Monday, March 5, 2012

"Why Be Happy When You Could Be Normal?" by Jeanette Winterson




It's no surprise that even when Jeanette Winterson is telling her own story, it reads as prime-cut literature.

This reviewer has only read one of the author's books, "The Passion," but it is a favorite for its balance of poetry and lilting plainspeak, for its fitting a world into a slim volume without it ever seeming crowded or busy.

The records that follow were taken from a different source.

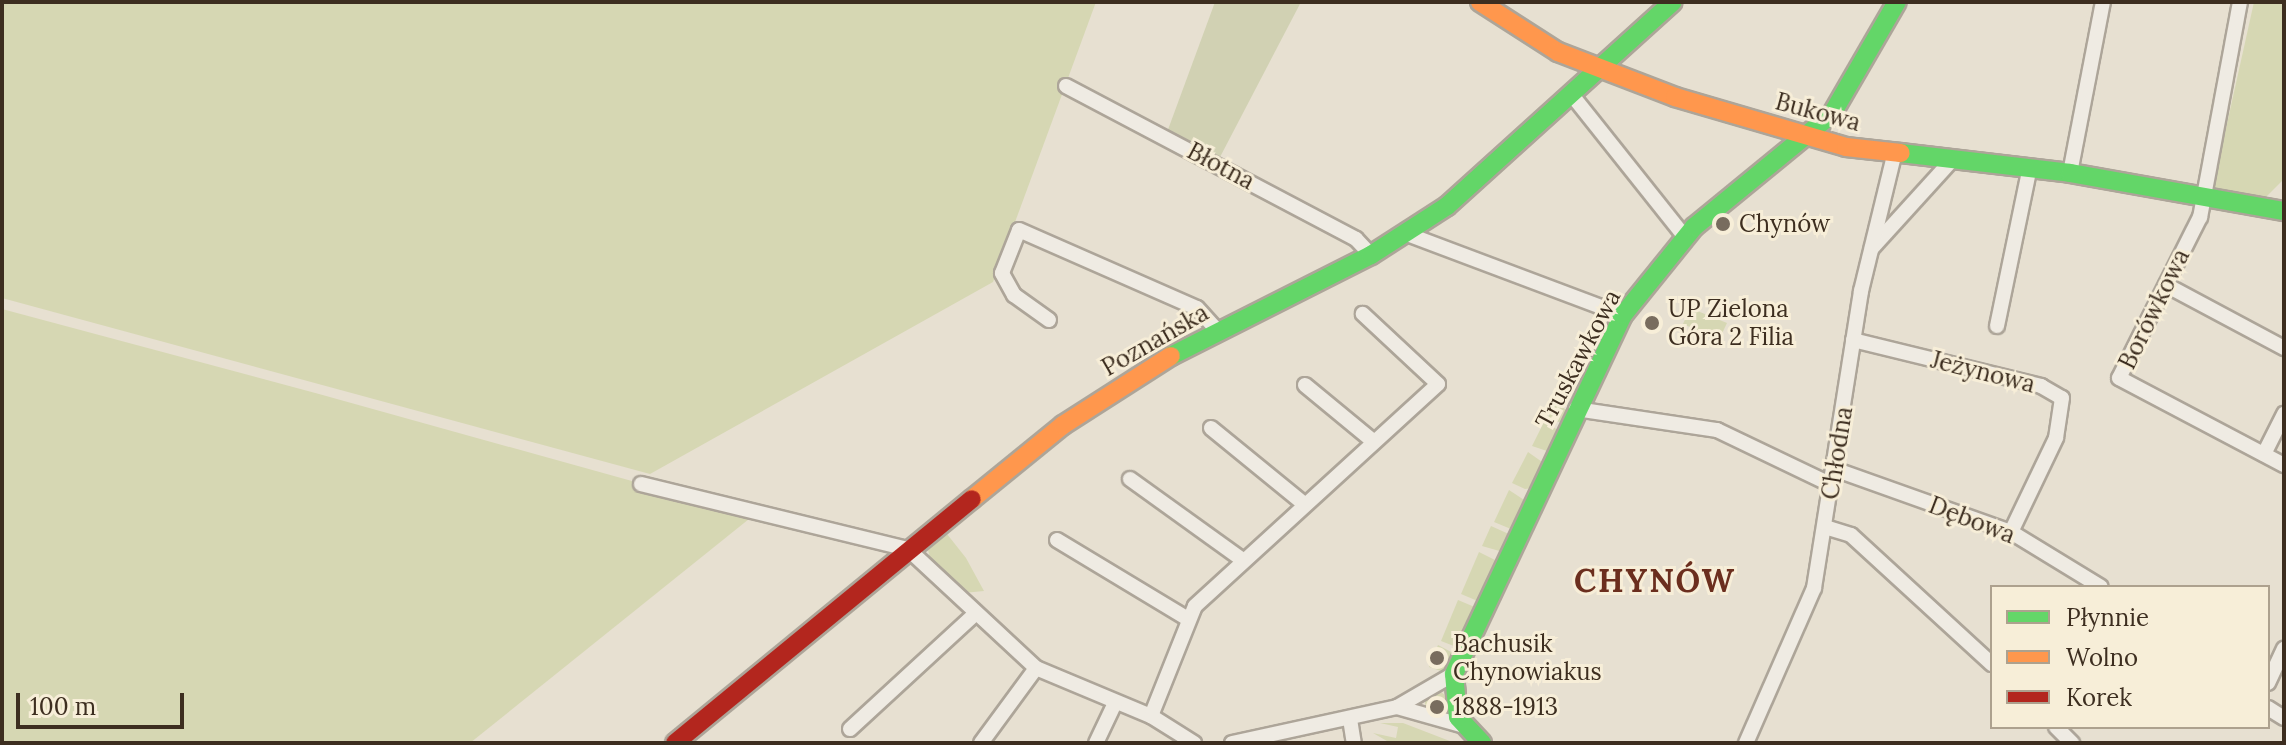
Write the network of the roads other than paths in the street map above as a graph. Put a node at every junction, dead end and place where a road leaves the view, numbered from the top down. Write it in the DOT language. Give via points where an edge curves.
graph roads {
  1 [pos="1480,2"];
  2 [pos="1673,2"];
  3 [pos="1897,2"];
  4 [pos="2103,2"];
  5 [pos="2240,2"];
  6 [pos="1563,53"];
  7 [pos="1602,67"];
  8 [pos="1066,86"];
  9 [pos="1576,92"];
  10 [pos="1808,136"];
  11 [pos="1895,152"];
  12 [pos="1952,160"];
  13 [pos="2029,171"];
  14 [pos="2070,173"];
  15 [pos="2202,202"];
  16 [pos="2284,211"];
  17 [pos="1407,234"];
  18 [pos="1685,237"];
  19 [pos="1871,249"];
  20 [pos="1371,255"];
  21 [pos="2166,285"];
  22 [pos="1363,314"];
  23 [pos="1623,315"];
  24 [pos="1049,320"];
  25 [pos="1997,326"];
  26 [pos="1218,331"];
  27 [pos="1853,340"];
  28 [pos="2284,348"];
  29 [pos="1305,385"];
  30 [pos="1576,409"];
  31 [pos="2284,414"];
  32 [pos="1211,428"];
  33 [pos="1373,441"];
  34 [pos="2264,454"];
  35 [pos="2284,465"];
  36 [pos="1834,469"];
  37 [pos="1130,479"];
  38 [pos="641,484"];
  39 [pos="1832,485"];
  40 [pos="1303,503"];
  41 [pos="1825,527"];
  42 [pos="2011,532"];
  43 [pos="1057,540"];
  44 [pos="908,549"];
  45 [pos="1240,558"];
  46 [pos="2098,585"];
  47 [pos="975,614"];
  48 [pos="1188,619"];
  49 [pos="2284,649"];
  50 [pos="1990,662"];
  51 [pos="1036,668"];
  52 [pos="1454,674"];
  53 [pos="2270,679"];
  54 [pos="1115,703"];
  55 [pos="1397,707"];
  56 [pos="1151,716"];
  57 [pos="1350,719"];
  58 [pos="1326,725"];
  59 [pos="1464,726"];
  60 [pos="850,729"];
  61 [pos="675,743"];
  62 [pos="981,743"];
  63 [pos="1096,743"];
  64 [pos="1194,743"];
  65 [pos="1232,743"];
  66 [pos="1320,743"];
  67 [pos="1354,743"];
  68 [pos="1482,743"];
  69 [pos="1746,743"];
  1 -- 6 [label="street, Bukowa"];
  2 -- 7 [label="street, Poznańska"];
  3 -- 10 [label="street, Truskawkowa" via="1844,98"];
  4 -- 14 [label="street"];
  5 -- 15 [label="street, Borówkowa"];
  6 -- 7 [label="street, Bukowa"];
  6 -- 9 [label="street"];
  7 -- 9 [label="street, Poznańska"];
  7 -- 10 [label="street, Bukowa" via="1675,97"];
  8 -- 20 [label="street, Błotna" via="1356,239"];
  9 -- 17 [label="street, Poznańska"];
  9 -- 18 [label="street"];
  10 -- 11 [label="street, Bukowa"];
  10 -- 18 [label="street, Truskawkowa"];
  11 -- 12 [label="street, Bukowa"];
  11 -- 19 [label="street, Chłodna"];
  12 -- 13 [label="street, Bukowa"];
  12 -- 19 [label="street"];
  13 -- 14 [label="street, Bukowa"];
  13 -- 25 [label="street"];
  14 -- 15 [label="street, Bukowa"];
  15 -- 16 [label="street, Bukowa"];
  15 -- 21 [label="street, Borówkowa"];
  17 -- 20 [label="street, Poznańska"];
  17 -- 23 [label="street"];
  18 -- 23 [label="street, Truskawkowa"];
  19 -- 27 [label="street, Chłodna"];
  20 -- 26 [label="street, Poznańska"];
  21 -- 28 [label="street"];
  21 -- 34 [label="street, Borówkowa" via="2119,378"];
  22 -- 33 [label="street" via="1438,384"];
  23 -- 30 [label="street, Truskawkowa"];
  24 -- 26 [label="street" via="1014,295 1002,273 1019,230 1197,308"];
  26 -- 44 [label="street, Poznańska" via="1063,425"];
  27 -- 36 [label="street, Chłodna"];
  27 -- 42 [label="street, Jeżynowa" via="2041,386 2062,398 2056,438"];
  29 -- 33 [label="street"];
  30 -- 39 [label="street" via="1746,440"];
  30 -- 52 [label="street, Truskawkowa"];
  31 -- 34 [label="street"];
  32 -- 40 [label="street"];
  33 -- 40 [label="street"];
  34 -- 35 [label="street, Borówkowa"];
  36 -- 39 [label="street, Chłodna"];
  36 -- 42 [label="street, Dębowa"];
  37 -- 45 [label="street"];
  38 -- 44 [label="street"];
  39 -- 41 [label="street, Chłodna"];
  40 -- 45 [label="street"];
  41 -- 50 [label="street" via="1851,535"];
  41 -- 69 [label="street, Chłodna" via="1804,618"];
  42 -- 46 [label="street, Dębowa"];
  43 -- 48 [label="street"];
  44 -- 47 [label="street"];
  44 -- 61 [label="street, Poznańska"];
  45 -- 48 [label="street"];
  47 -- 51 [label="street"];
  47 -- 60 [label="street"];
  48 -- 56 [label="street"];
  49 -- 53 [label="street"];
  51 -- 54 [label="street"];
  51 -- 62 [label="street"];
  52 -- 55 [label="street"];
  52 -- 59 [label="street" via="1453,702"];
  54 -- 56 [label="street"];
  54 -- 63 [label="street"];
  55 -- 57 [label="street"];
  55 -- 59 [label="street"];
  56 -- 64 [label="street"];
  57 -- 58 [label="street"];
  57 -- 67 [label="street"];
  58 -- 65 [label="street"];
  58 -- 66 [label="street"];
  59 -- 68 [label="street"];
}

"You play, you win. You play you lose. You play."

Argue with that.

In "Why Be Happy When You Could Be Normal?" Winterson recounts just how many times literature, the consumption and creation of it, saved her from mental depression, while sounding more relevant than self-involved.

Her secret?

Literature and the knowledge of its purposes and uses: "Personal stories,” she writes, “work for other people when those stories become both paradigm and parables. The intensity of a story...releases into a bigger space than the one it occupied in time and place. The story crosses the threshold from my world into yours. We meet each other on the steps of the story."

Yes we do.

In the separation from her birth mother she sees a wound each accrues and helps herself and the reader by using the Grail Myth as analytical tool, the "Odyssey," and "Gulliver's Travels."

We’re talking about Jeanette Winterson, but we’re talking about books and other stuff, too. Her approach to time's unfolding and the best way to live it out is detailed through a poem by Marvell (with who we are unfamiliar), her blueprint for approaching society extracted from Gertrude Stein's "The Autobiography of Alice B. Toklas."

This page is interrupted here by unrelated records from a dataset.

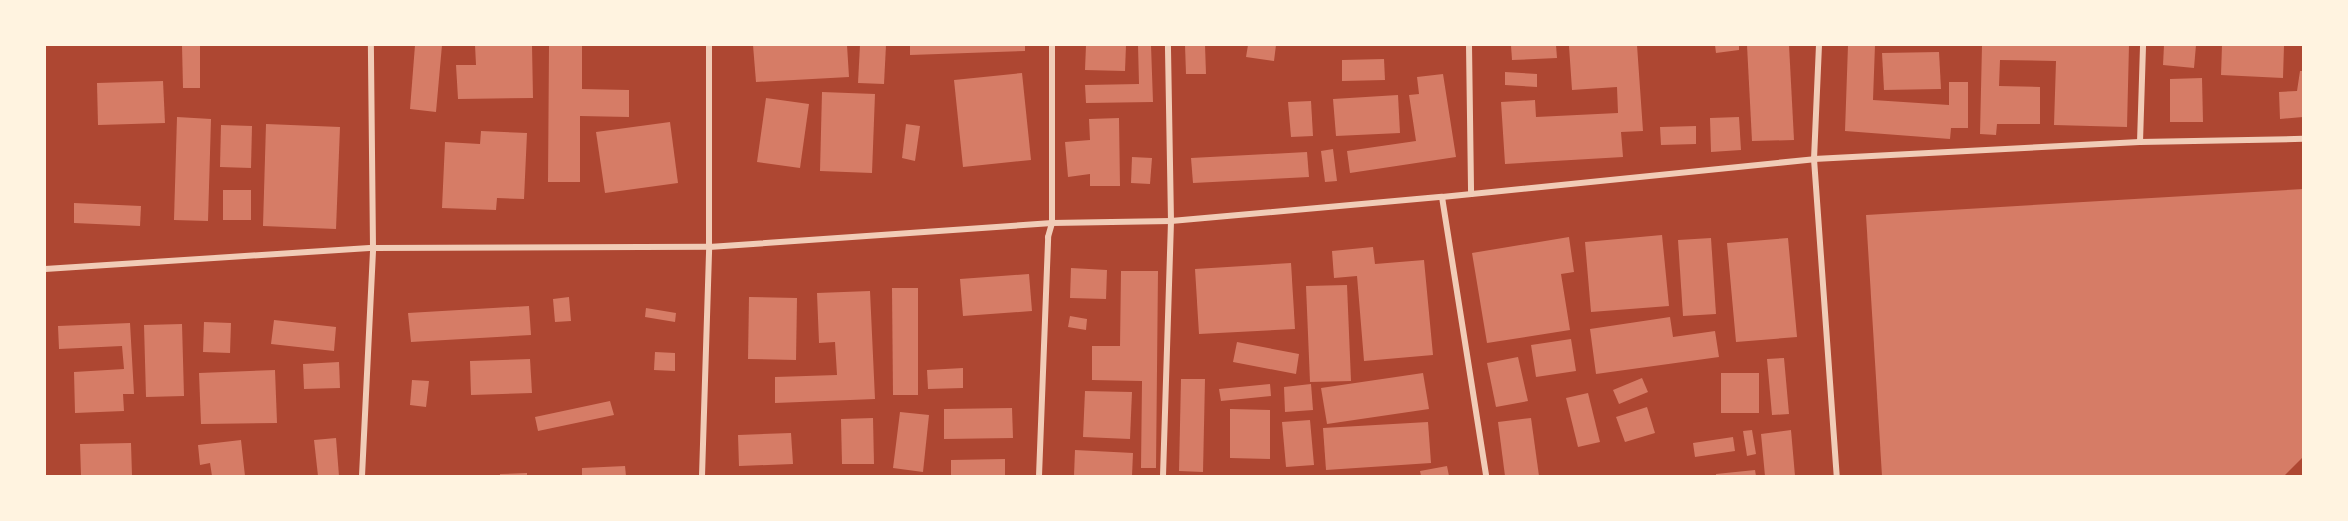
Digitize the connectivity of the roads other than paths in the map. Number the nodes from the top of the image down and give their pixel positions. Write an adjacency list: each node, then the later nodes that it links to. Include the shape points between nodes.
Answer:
1 (371, 45): 16 (street)
2 (709, 45): 15 (street)
3 (1052, 45): 14 (street)
4 (1168, 45): 13 (street)
5 (1469, 45): 11 (street)
6 (1819, 45): 10 (street)
7 (2143, 45): 9 (street)
8 (2303, 139): 9 (street)
9 (2140, 142): 10 (street)
10 (1814, 159): 11 (street); 23 (street)
11 (1472, 194): 12 (street)
12 (1442, 197): 13 (street); 22 (street)
13 (1171, 221): 14 (street); 21 (street)
14 (1052, 223): 15 (street); 20 (street, via 1048,237)
15 (709, 247): 16 (street); 19 (street)
16 (373, 248): 17 (street); 18 (street)
17 (45, 269)
18 (362, 476)
19 (702, 476)
20 (1039, 476)
21 (1163, 476)
22 (1486, 476)
23 (1837, 476)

The arc of Winterson's tale runs from her adoption and subsequent rejection by her adoptive parents, through all the insecurity and drive the sadness engendered, and her return to face the ghosts of her past because they have backed her, a renowned and remunerated English lady of lit, into a corner.

She mines gold out of a dark and treacherous mire, and much the same goes for this piece, which, for all its lingering in the mind's forbidden corners, is mostly optimistic.

There are more than two chances in life, she writes, "many more - I know now, after fifty years, that the finding/losing, forgetting/remembering, leaving/returning, never stops. The whole of life is about another chance, and while we are alive, till the very end, there is always another chance."

Which is good news for most of us and break from a suffocating conventional wisdom.

Apart from this book's psychological meditations, Winterson is long-lived enough to recount for us a hidebound industrial northern England where beans and toast are a treat, the bathroom is out back, and your mother locks you in a the coal pit for punishment without going to jail.

For all the difficulties she associates with that time and place, and for all the shiver-inducing abuse of her adoptive mother -- “Mrs. Winterson” she dubs her -- the author is perfectly liberal in her nostalgia for a disappeared world, one that stood out from others and they from it, one less homogenized than our own and which is recorded here for our reading pleasure as well.